Hosting Large Public Datasets on Amazon S3

Update: I just thought of a quick and dirty way of doing this: just store your content on an extra large EC2 instance (holds up to 1690GB) and make the image public. Anyone can access it using their EC2 account, you just get charged for hosting the image.

There's a great deal of interest in large, publicly available datasets (see, for example, this thread from theinfo.org), but for very large datasets it is still expensive to provide the bandwidth to distribute them. Imagine if you could get your hands on the data from a large web crawl, the kind of thing that the Internet Archive produces. I'm sure people would discover some interesting things from it.

Amazon S3 is an obvious choice for storing data for public consumption, but while the cost for storage may be reasonable, the cost for transfer can be crippling since the cost is not under the control of the data provider, being incurred for each transfer (which is initiated by the user).

For example, consider a 1TB dataset. With storage running at $0.15 per GB per month this works out at around $150 per month to host. With transfer costs costing $0.18 per GB, this dataset costs around $180 for each transfer out of Amazon! It's not surprising large datasets are not publicly hosted on S3.

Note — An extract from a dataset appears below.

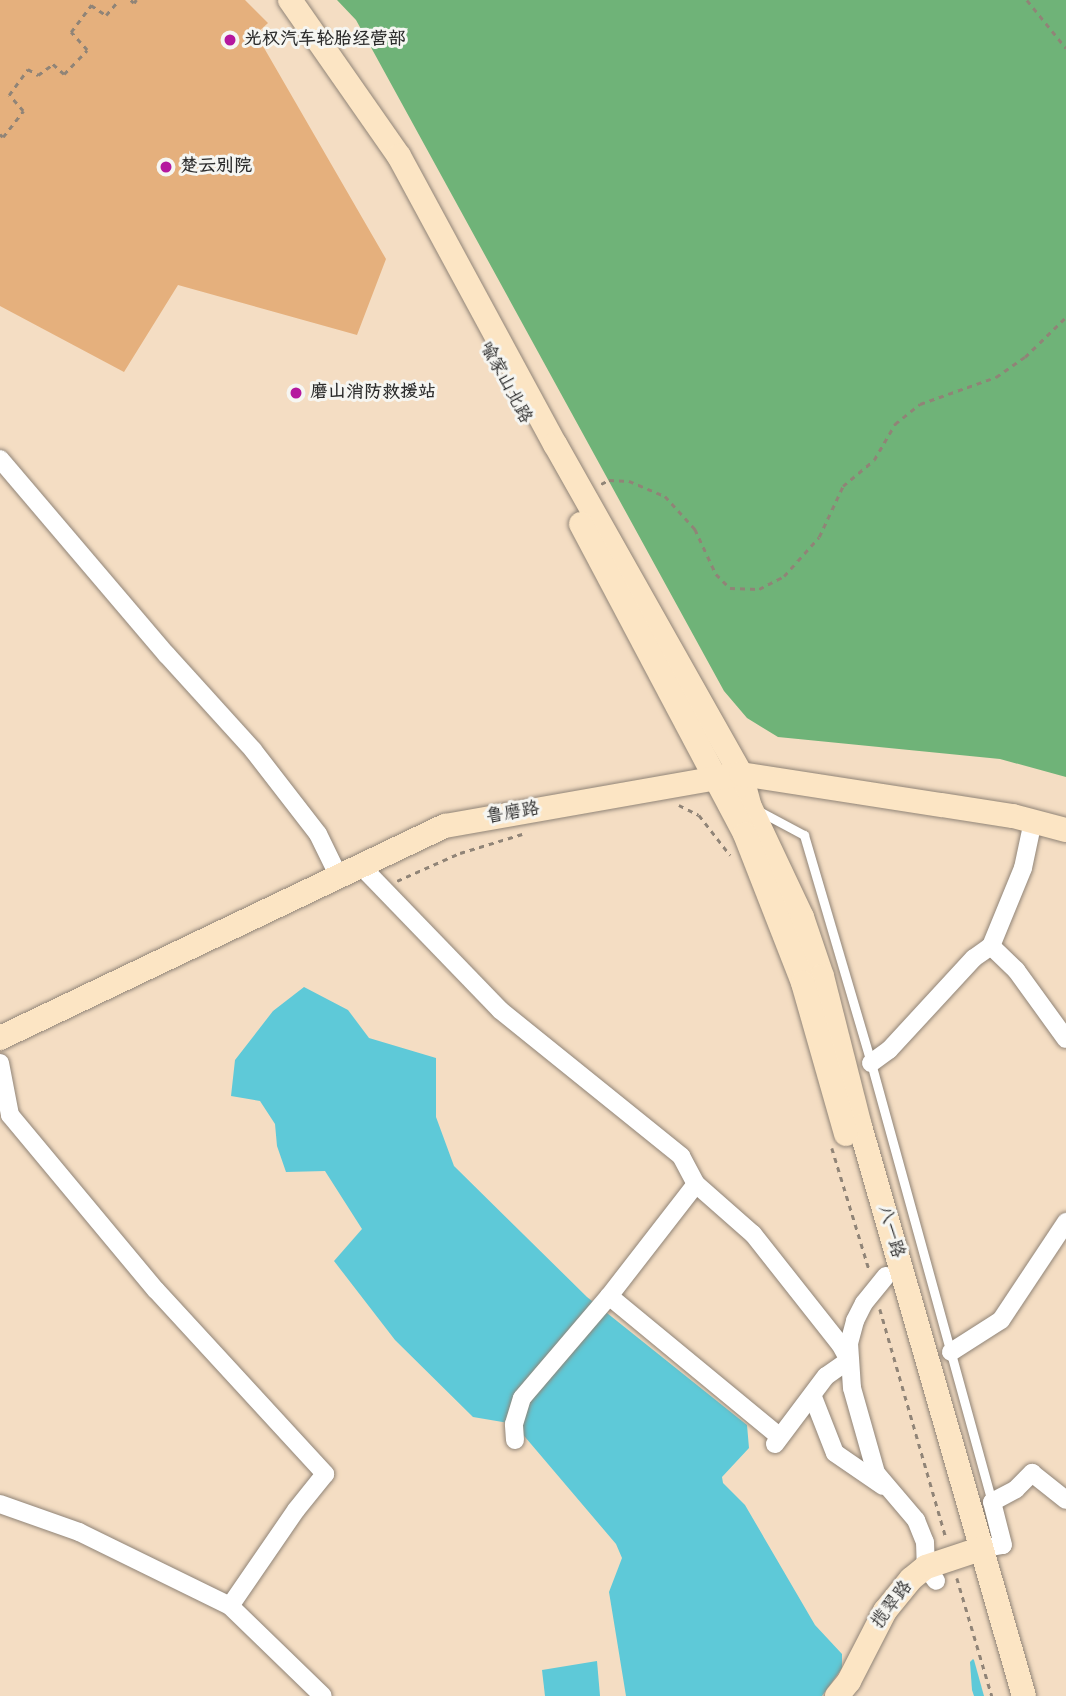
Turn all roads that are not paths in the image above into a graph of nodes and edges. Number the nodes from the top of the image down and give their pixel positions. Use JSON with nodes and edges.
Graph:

However, transferring data between S3 and EC2 is free, so could we limit transfers from S3 so they are only possible to EC2? You (or anyone else) could run an analysis on EC2 (using Hadoop, say) and only pay for the EC2 time. Or you could transfer it out of EC2 at your own expense. S3 doesn't support this option directly, but it is possible to emulate it with a bit of code.

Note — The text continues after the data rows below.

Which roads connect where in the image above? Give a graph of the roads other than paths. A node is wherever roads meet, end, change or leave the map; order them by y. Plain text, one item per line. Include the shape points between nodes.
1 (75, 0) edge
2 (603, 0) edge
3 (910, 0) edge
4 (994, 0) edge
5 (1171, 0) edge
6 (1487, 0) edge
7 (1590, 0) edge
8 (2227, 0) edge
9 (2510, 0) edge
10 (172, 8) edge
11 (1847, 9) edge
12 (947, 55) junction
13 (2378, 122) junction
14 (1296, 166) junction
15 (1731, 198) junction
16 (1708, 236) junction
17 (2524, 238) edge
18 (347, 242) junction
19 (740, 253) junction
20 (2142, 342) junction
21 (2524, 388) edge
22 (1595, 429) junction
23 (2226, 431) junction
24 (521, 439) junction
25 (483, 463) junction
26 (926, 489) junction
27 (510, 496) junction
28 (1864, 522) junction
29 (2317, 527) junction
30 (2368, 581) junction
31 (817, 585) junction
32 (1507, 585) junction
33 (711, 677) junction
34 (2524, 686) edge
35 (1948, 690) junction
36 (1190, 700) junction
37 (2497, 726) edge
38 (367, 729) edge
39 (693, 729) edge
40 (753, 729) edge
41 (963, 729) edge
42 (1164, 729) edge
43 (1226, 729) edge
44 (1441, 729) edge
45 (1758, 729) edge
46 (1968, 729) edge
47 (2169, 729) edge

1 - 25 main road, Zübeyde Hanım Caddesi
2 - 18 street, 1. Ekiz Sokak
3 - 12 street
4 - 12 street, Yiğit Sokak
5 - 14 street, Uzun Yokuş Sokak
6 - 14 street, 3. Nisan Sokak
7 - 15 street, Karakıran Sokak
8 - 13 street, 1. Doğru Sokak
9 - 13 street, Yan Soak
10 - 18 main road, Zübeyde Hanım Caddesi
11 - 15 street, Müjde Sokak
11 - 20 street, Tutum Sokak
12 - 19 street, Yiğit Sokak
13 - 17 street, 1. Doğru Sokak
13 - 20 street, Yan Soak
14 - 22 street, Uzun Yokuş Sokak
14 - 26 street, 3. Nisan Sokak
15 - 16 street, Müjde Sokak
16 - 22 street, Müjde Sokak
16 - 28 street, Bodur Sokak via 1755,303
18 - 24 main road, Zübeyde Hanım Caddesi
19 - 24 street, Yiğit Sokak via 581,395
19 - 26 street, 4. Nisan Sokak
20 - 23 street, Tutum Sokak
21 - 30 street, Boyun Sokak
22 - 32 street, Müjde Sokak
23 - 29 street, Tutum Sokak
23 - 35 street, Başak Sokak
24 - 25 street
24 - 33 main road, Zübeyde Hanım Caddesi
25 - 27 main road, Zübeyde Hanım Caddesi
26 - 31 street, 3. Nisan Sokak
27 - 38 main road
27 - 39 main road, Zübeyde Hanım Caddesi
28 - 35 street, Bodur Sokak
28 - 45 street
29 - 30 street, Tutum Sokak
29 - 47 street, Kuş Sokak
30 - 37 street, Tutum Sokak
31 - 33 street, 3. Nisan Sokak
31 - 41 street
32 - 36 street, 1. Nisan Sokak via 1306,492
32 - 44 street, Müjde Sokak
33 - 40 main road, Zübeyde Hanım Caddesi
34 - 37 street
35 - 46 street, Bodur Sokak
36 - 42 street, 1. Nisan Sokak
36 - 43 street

The idea (suggested by Doug Cutting) is to make objects private on S3 to restrict access generally, then run a proxy on EC2 that is authorized to access the objects. The proxy only accepts connections from within EC2: any client that is outside Amazon's cloud is firewalled out. This combination ensures only EC2 instances can access the S3 objects, thus removing any bandwidth costs.

Implementation

I've written such a proxy. It's a Java servlet that uses the JetS3t library to add the correct Amazon S3 Authorization HTTP header to gain access to the owner's objects on S3. If the proxy is running on the EC2 instance with hostname ec2-67-202-43-67.compute-1.amazonaws.com, for example, then a request for

http://ec2-67-202-43-67.compute-1.amazonaws.com/bucket/object

is proxied to the protected object at

http://s3.amazonaws.com/bucket/object

To ensure that only clients on EC2 can get access to the proxy I set up an EC2 security group (which limits access to port 80):

ec2-add-group ec2-private-subnet -d "Group for all Amazon EC2 instances."
ec2-authorize ec2-private-subnet -p 80 -s 10.0.0.0/8

Then by launching the proxy in this group, only machines on EC2 can connect. (Initially, I thought I had to add public IP addresses to the group -- which, incidentally, I found in this forum posting -- but this is not necessary as the public DNS name of an EC2 instance resolves to the private IP address within EC2.) The AWS credentials to gain access to the S3 objects are passed in the user data, along with the hostname of S3:

ec2-run-instances -k gsg-keypair -g ec2-private-subnet \
-d "<aws_access_key> <aws_secret_key> s3.amazonaws.com" ami-fffd1996

This AMI (ID ami-fffd1996) is publicly available, so anyone can use it by using the commands shown here. (The code is available here, under an Apache 2.0 license, but you don't need this if you only intend to run or use a proxy.)

Demo

Here's a resource on S3 that is protected: http://s3.amazonaws.com/tiling/private.txt. When you try to retrieve it you get an authorization error:

% curl http://s3.amazonaws.com/tiling/private.txt
<?xml version="1.0" encoding="UTF-8"?>
<Error>
<Code>AccessDenied</Code>
<Message>Access Denied</Message>
<RequestId>57E370CDDD9FE044</RequestId>
<HostId>dA+9II1dYAjPE5aNsnRxhVoQ5qy3KCa6frkLg3SyTwzP3i2SQNCU534/v8NXXEnN</HostId>
</Error>

With a proxy running, I still can't retrieve the resource via the proxy from outside EC2. It just times out due to the firewall rule:

% curl http://ec2-67-202-56-11.compute-1.amazonaws.com/tiling/private.txt
curl: (7) couldn't connect to host

But it does works from an EC2 machine (any EC2 machine):

% curl http://ec2-67-202-56-11.compute-1.amazonaws.com/tiling/private.txt
secret

Conclusion

By running a proxy on EC2, at 10 cents per hour (small instance) - or $72 a month, you can allow folks using EC2 to access your data on S3 for free. While running the proxy is not free, it is a fixed cost that might be acceptable to some organizations, particularly those that have an interest in making data publicly available (but can't stomach large bandwidth costs).

A few questions:

Is this useful?
Is there a better way of doing it?
Can we have this built into S3 (please, Amazon)?